Activity:
Since pictures do not belong in the copy, please repeat every record below exactly without them.

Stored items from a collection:
****************************************

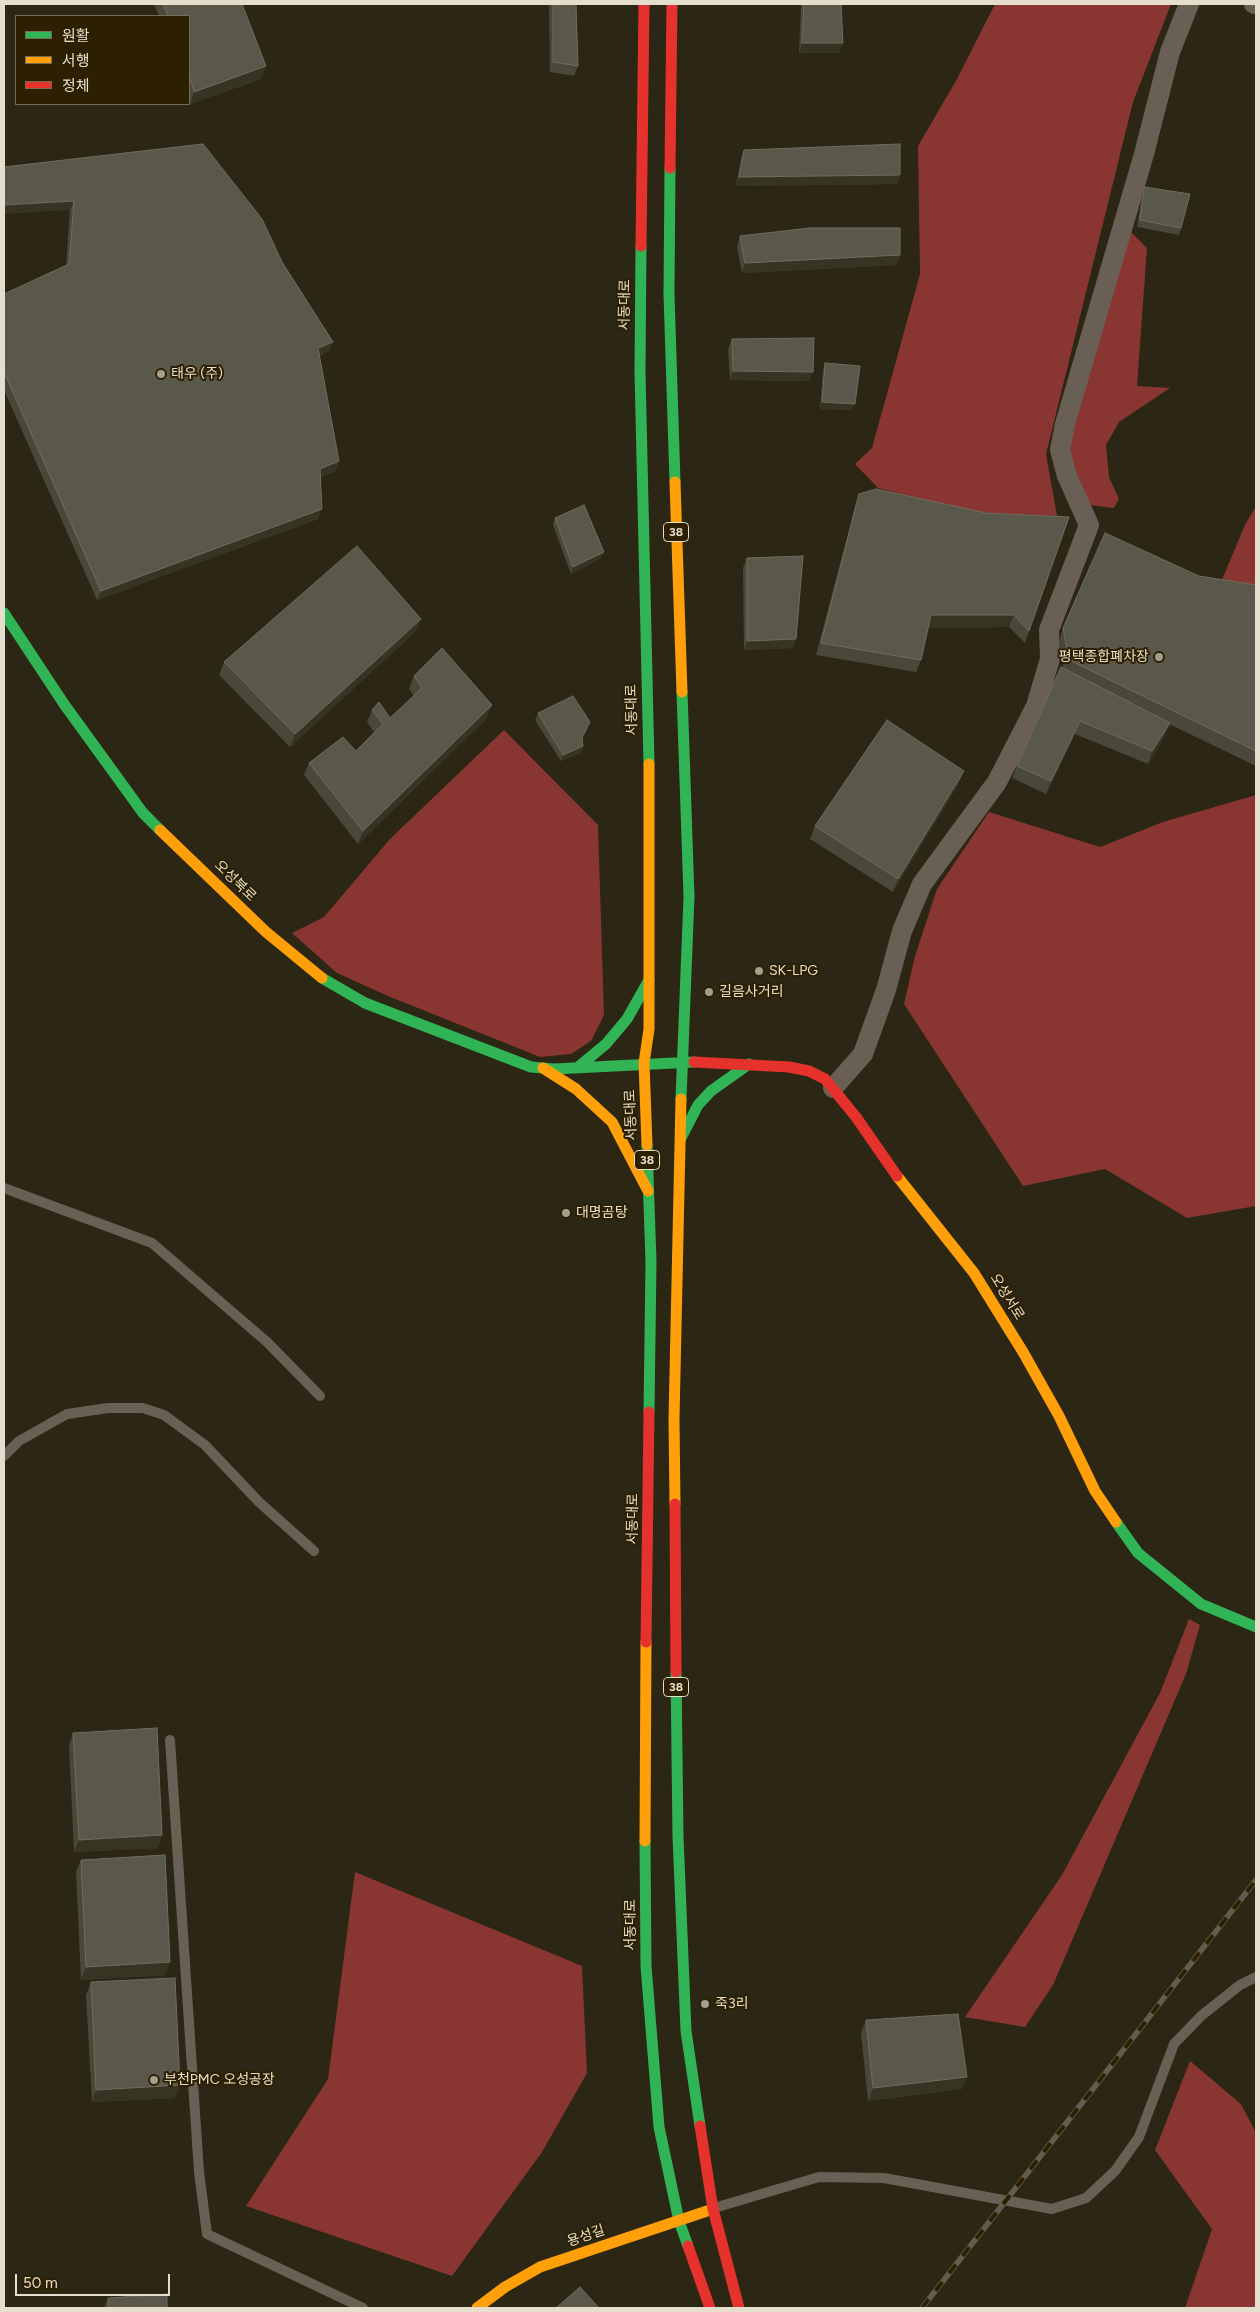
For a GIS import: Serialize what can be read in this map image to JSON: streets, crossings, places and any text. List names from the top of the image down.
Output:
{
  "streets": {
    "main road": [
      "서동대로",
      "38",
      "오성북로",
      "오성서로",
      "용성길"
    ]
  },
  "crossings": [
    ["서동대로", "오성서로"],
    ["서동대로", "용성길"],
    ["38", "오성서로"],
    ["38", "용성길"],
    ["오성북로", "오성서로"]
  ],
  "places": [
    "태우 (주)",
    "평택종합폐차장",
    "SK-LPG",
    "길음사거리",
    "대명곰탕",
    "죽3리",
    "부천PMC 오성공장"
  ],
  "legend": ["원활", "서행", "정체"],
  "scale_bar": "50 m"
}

****************************************

Response:
For a GIS import: Serialize what can be read in this map image to JSON: streets, crossings, places and any text. List names from the top of the image down.
Output:
{
  "streets": {
    "main road": [
      "서동대로",
      "38",
      "오성북로",
      "오성서로",
      "용성길"
    ]
  },
  "crossings": [
    ["서동대로", "오성서로"],
    ["서동대로", "용성길"],
    ["38", "오성서로"],
    ["38", "용성길"],
    ["오성북로", "오성서로"]
  ],
  "places": [
    "태우 (주)",
    "평택종합폐차장",
    "SK-LPG",
    "길음사거리",
    "대명곰탕",
    "죽3리",
    "부천PMC 오성공장"
  ],
  "legend": ["원활", "서행", "정체"],
  "scale_bar": "50 m"
}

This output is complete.